The character of Masud Rana is very iconic to the people of Bangladesh, even I have been familiar with the character of Masud Rana since childhood, you can say, I grew up imagining this character. I've always wanted to present this character to the world.
— —Asif Akbar to Banglanews24.com

Jaaz Multimedia bought the copyright of the book from Qazi Anwar Hussain, the author of the novel, for the purpose of making the film based on the Dhongsho Pahar. A reality show titled "Who will be Masud Rana" was organized on Channel i to select the main character of the film. However, later there was uncertainty as to whether the actor would be selected from this reality show. Auditions are also arranged to select the main characters. Later, Qazi Anwar Hussain was shown photos of several actors to choose who will play the main character in the film. He saw those photos and finalized the name of ABM Sumon. In November 2021, actress Bidya Sinha Mim was signed for the role of Sulta Rao, where she was supposed to play an Indian spy. Later, she dropped the film due to schedule complications. However, Jaaz Multimedia offered Mim another role of the film Sohana. But she also rejected it as a supporting character. In 2021, Sayeda Tithee Omni was hired to play the character 'Nabanita'. This is the debut film of Remy Grillo who is son of Frank Grillo. The film was shot in Las Vegas, Los Angeles and Dhaka. This is a US–Bangladesh joint production film. Its producers are Al Bravo, Hemdee Kiwanuka, Colin Bates, Asif Akbar, Philip Tan and Abdul Aziz.
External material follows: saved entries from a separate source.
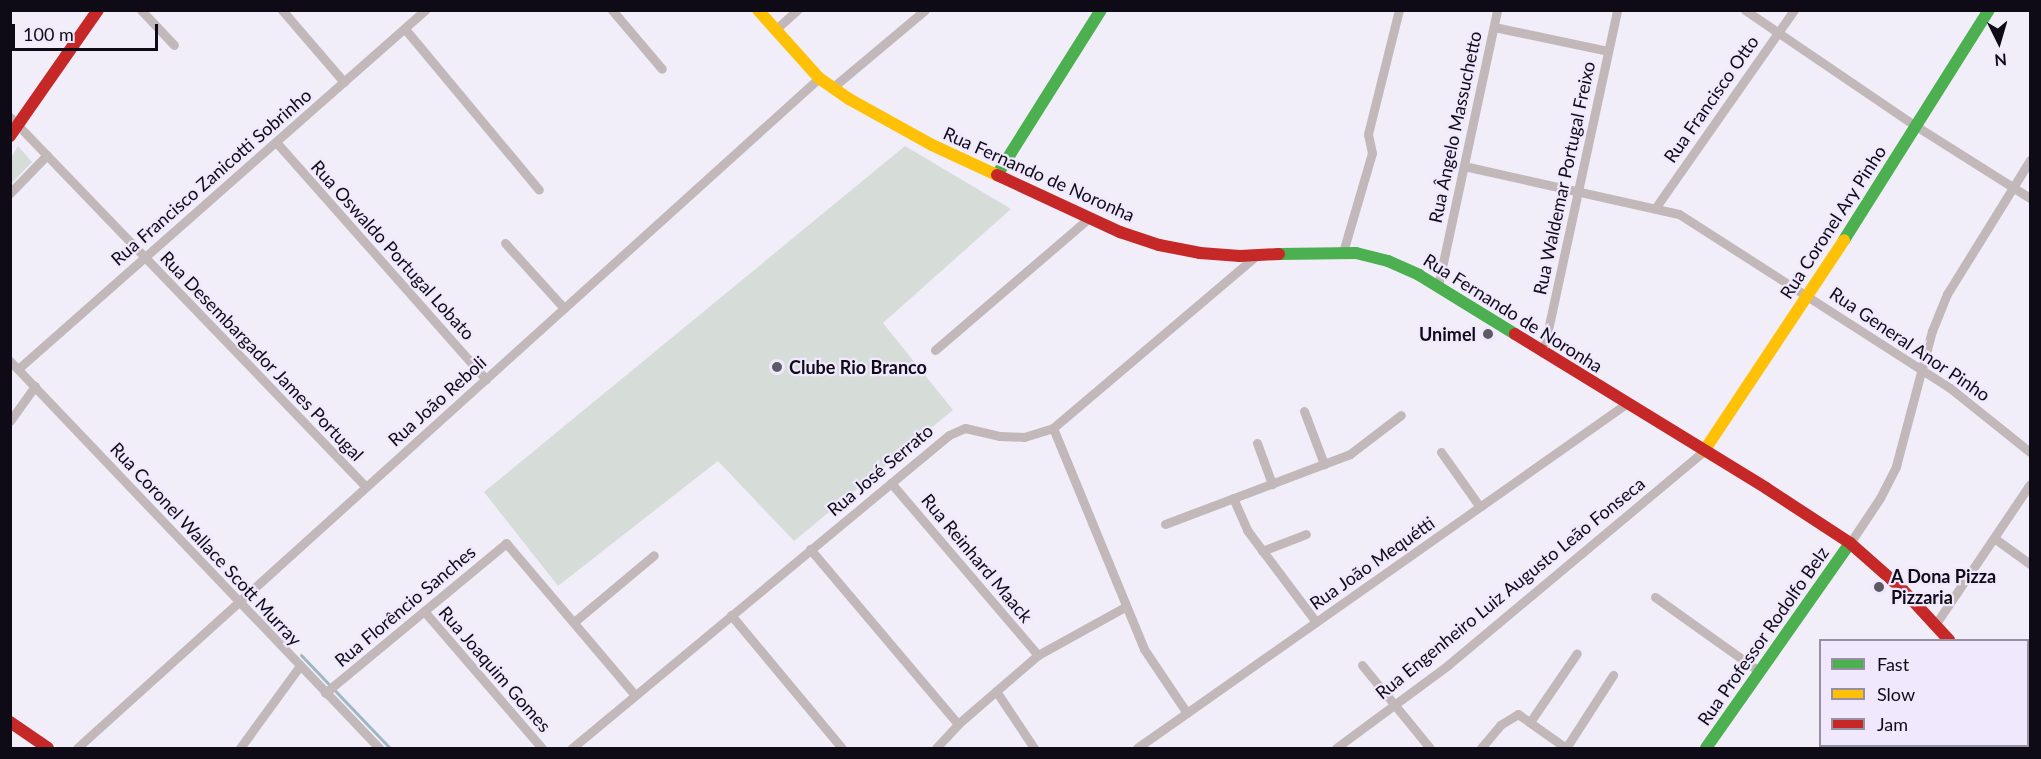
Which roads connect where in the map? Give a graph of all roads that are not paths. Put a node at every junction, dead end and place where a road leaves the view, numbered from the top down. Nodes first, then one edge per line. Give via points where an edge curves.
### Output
1 (98, 10) edge
2 (282, 10) edge
3 (425, 10) edge
4 (612, 10) edge
5 (758, 10) edge
6 (797, 10) edge
7 (925, 10) edge
8 (1101, 10) edge
9 (1399, 10) edge
10 (1497, 10) edge
11 (1617, 10) edge
12 (1745, 10) edge
13 (1794, 10) edge
14 (1989, 10) edge
15 (146, 12) edge
16 (1494, 27) junction
17 (405, 29) junction
18 (775, 30) junction
19 (1778, 34) junction
20 (174, 45) dead end
21 (1608, 51) junction
22 (662, 69) dead end
23 (819, 78) junction
24 (344, 82) junction
25 (832, 88) junction
26 (13, 126) edge
27 (1916, 126) junction
28 (276, 142) junction
29 (47, 155) junction
30 (2031, 160) edge
31 (1464, 166) junction
32 (997, 175) junction
33 (2013, 187) junction
34 (539, 190) dead end
35 (1578, 191) junction
36 (10, 193) edge
37 (2031, 198) edge
38 (1656, 207) junction
39 (1089, 218) junction
40 (506, 243) dead end
41 (1343, 252) junction
42 (1257, 255) junction
43 (145, 257) junction
44 (1438, 285) junction
45 (1808, 296) junction
46 (564, 308) junction
47 (935, 350) dead end
48 (1543, 353) junction
49 (10, 361) edge
50 (18, 369) junction
51 (1921, 369) junction
52 (486, 379) junction
53 (35, 386) junction
54 (1626, 404) junction
55 (1304, 411) dead end
56 (1401, 415) dead end
57 (10, 421) edge
58 (1053, 428) junction
59 (1257, 443) dead end
60 (1704, 451) junction
61 (1441, 452) dead end
62 (2031, 452) edge
63 (1324, 464) junction
64 (891, 483) junction
65 (1272, 484) junction
66 (2031, 484) edge
67 (366, 488) junction
68 (1233, 498) junction
69 (1480, 507) junction
70 (1165, 524) dead end
71 (1306, 534) dead end
72 (1994, 538) junction
73 (1850, 543) junction
74 (810, 549) junction
75 (1262, 550) junction
76 (654, 555) dead end
77 (2031, 564) edge
78 (1656, 597) dead end
79 (240, 601) junction
80 (1125, 607) junction
81 (424, 611) junction
82 (731, 615) junction
83 (574, 622) junction
84 (1316, 622) junction
85 (1935, 625) junction
86 (1948, 639) edge
87 (1577, 653) dead end
88 (1038, 655) junction
89 (1362, 666) dead end
90 (299, 667) junction
91 (1760, 672) junction
92 (1613, 675) dead end
93 (996, 691) junction
94 (325, 693) junction
95 (635, 695) junction
96 (1394, 705) junction
97 (1187, 713) junction
98 (10, 722) edge
99 (1530, 722) junction
100 (958, 724) junction
101 (576, 747) edge
102 (48, 748) edge
103 (77, 748) edge
104 (240, 748) edge
105 (379, 748) edge
106 (542, 748) edge
107 (842, 748) edge
108 (936, 748) edge
109 (1035, 748) edge
110 (1137, 748) edge
111 (1336, 748) edge
112 (1430, 748) edge
113 (1481, 748) edge
114 (1566, 748) edge
115 (1706, 748) edge

1 - 26 main road
2 - 24 street
3 - 17 street, Rua Francisco Zanicotti Sobrinho
4 - 22 street
5 - 18 main road, Rua Fernando de Noronha
6 - 18 street
7 - 25 street
8 - 32 main road
9 - 41 street via 1368,134 1372,153
10 - 16 street, Rua Ângelo Massuchetto
11 - 21 street, Rua Waldemar Portugal Freixo
12 - 19 street
13 - 19 street, Rua Francisco Otto
14 - 27 main road, Rua Coronel Ary Pinho
15 - 20 street
16 - 21 street
16 - 31 street, Rua Ângelo Massuchetto
17 - 24 street, Rua Francisco Zanicotti Sobrinho
17 - 34 street
18 - 23 main road, Rua Fernando de Noronha
19 - 27 street
19 - 38 street, Rua Francisco Otto
21 - 35 street, Rua Waldemar Portugal Freixo
23 - 25 main road, Rua Fernando de Noronha
23 - 46 street, Rua João Reboli
24 - 28 street, Rua Francisco Zanicotti Sobrinho
25 - 32 main road, Rua Fernando de Noronha via 914,136
26 - 29 street, Rua Desembargador James Portugal
27 - 33 street
27 - 45 main road, Rua Coronel Ary Pinho
28 - 43 street, Rua Francisco Zanicotti Sobrinho
28 - 52 street, Rua Oswaldo Portugal Lobato
29 - 36 street
29 - 43 street, Rua Desembargador James Portugal
30 - 33 street
31 - 35 street, Rua General Anor Pinho
31 - 44 street, Rua Ângelo Massuchetto
32 - 39 main road, Rua Fernando de Noronha
33 - 37 street
33 - 51 street via 1947,294
35 - 38 street, Rua General Anor Pinho
35 - 48 street, Rua Waldemar Portugal Freixo
38 - 45 street, Rua General Anor Pinho via 1689,219
39 - 42 main road, Rua Fernando de Noronha via 1182,250
39 - 47 street
40 - 46 street
41 - 42 main road, Rua Fernando de Noronha
41 - 44 main road, Rua Fernando de Noronha via 1388,261
42 - 58 street, Rua José Serrato
43 - 50 street, Rua Francisco Zanicotti Sobrinho
43 - 67 street, Rua Desembargador James Portugal
44 - 48 main road, Rua Fernando de Noronha
45 - 51 street, Rua General Anor Pinho
45 - 60 main road, Rua Coronel Ary Pinho
46 - 52 street, Rua João Reboli
48 - 54 main road, Rua Fernando de Noronha
49 - 50 street, Rua Coronel Wallace Scott Murray
50 - 53 street, Rua Coronel Wallace Scott Murray
51 - 62 street, Rua General Anor Pinho via 1975,405
51 - 73 street via 1896,466
52 - 67 street, Rua João Reboli
53 - 57 street
53 - 79 street, Rua Coronel Wallace Scott Murray
54 - 60 main road, Rua Fernando de Noronha
54 - 69 street, Rua João Mequétti
55 - 63 street
56 - 63 street via 1350,454
58 - 64 street, Rua José Serrato via 1034,436 1018,437 964,428 955,431
58 - 80 street
59 - 65 street
60 - 73 main road, Rua Fernando de Noronha
60 - 96 street, Rua Engenheiro Luiz Augusto Leão Fonseca
61 - 69 street
63 - 65 street
64 - 74 street, Rua José Serrato
64 - 88 street, Rua Reinhard Maack
65 - 68 street
66 - 72 street
67 - 79 street, Rua João Reboli
68 - 70 street
68 - 75 street via 1247,530
69 - 84 street, Rua João Mequétti
71 - 75 street
72 - 77 street
72 - 85 street
73 - 85 main road, Rua Fernando de Noronha via 1901,588
73 - 91 main road, Rua Professor Rodolfo Belz
74 - 82 street, Rua José Serrato
74 - 100 street
75 - 84 street
76 - 83 street
78 - 91 street
79 - 90 street, Rua Coronel Wallace Scott Murray
79 - 103 street, Rua João Reboli
80 - 88 street
80 - 97 street via 1149,658
81 - 83 street, Rua Florêncio Sanches via 506,543
81 - 94 street, Rua Florêncio Sanches
81 - 106 street, Rua Joaquim Gomes
82 - 95 street, Rua José Serrato
82 - 107 street
83 - 95 street
84 - 97 street, Rua João Mequétti
85 - 86 main road, Rua Fernando de Noronha
87 - 99 street
88 - 93 street
89 - 96 street
90 - 94 street, Rua Coronel Wallace Scott Murray
90 - 104 street
91 - 115 main road, Rua Professor Rodolfo Belz
92 - 114 street
93 - 100 street
93 - 109 street
94 - 105 street, Rua Coronel Wallace Scott Murray
95 - 101 street, Rua José Serrato
96 - 111 street, Rua Engenheiro Luiz Augusto Leão Fonseca
96 - 112 street
97 - 110 street, Rua João Mequétti
98 - 102 main road
99 - 113 street via 1518,714 1500,725
99 - 114 street
100 - 108 street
Niko Foster, Peter Nguyen and Phillip B. Goldfine are executive producers of the film. Its screenplay was adapted from Dhonghsho Pahar novel from the Masud Rana series. Its screenplay was written by Asif Akbar, Abdul Aziz and Nazim Ud Daula. The filming was scheduled for April 2021, but was not possible due to the COVID-19 pandemic. The date was later postponed to August, but the plan was thwarted by visa problems for the U.S. crew. Then February 2022 was fixed as the new date. But its filming was also postponed on that date. Since any country making a film in joint production with Bangladesh has to show its script to the preview committee, so in a meeting held on 7 June 2022, its script was presented to the committee. There the committee suggested several changes. The shooting of the Bangladesh part of the film started in the last week of June and ended on 30 June 2022. Ricky Kej was signed on to compose the film's music after the post-production started.

==Release==
The film was released in both Bengali and English. Besides being released in Bangladesh, it was also released in Tollywood. In July 2022, Asif Akbar announced that the film would be released next year. After 2023 Cannes Film Festival, Premiere Entertainment became its worldwide distributor. It was scheduled to be released on 29 June 2023 but did not release. The film (English version) was released on 25 August 2023 in 16 theatres of Bangladesh and 151 theatres of North America and the film (Bangla version) was released on 1 September 2023 in Bangladesh.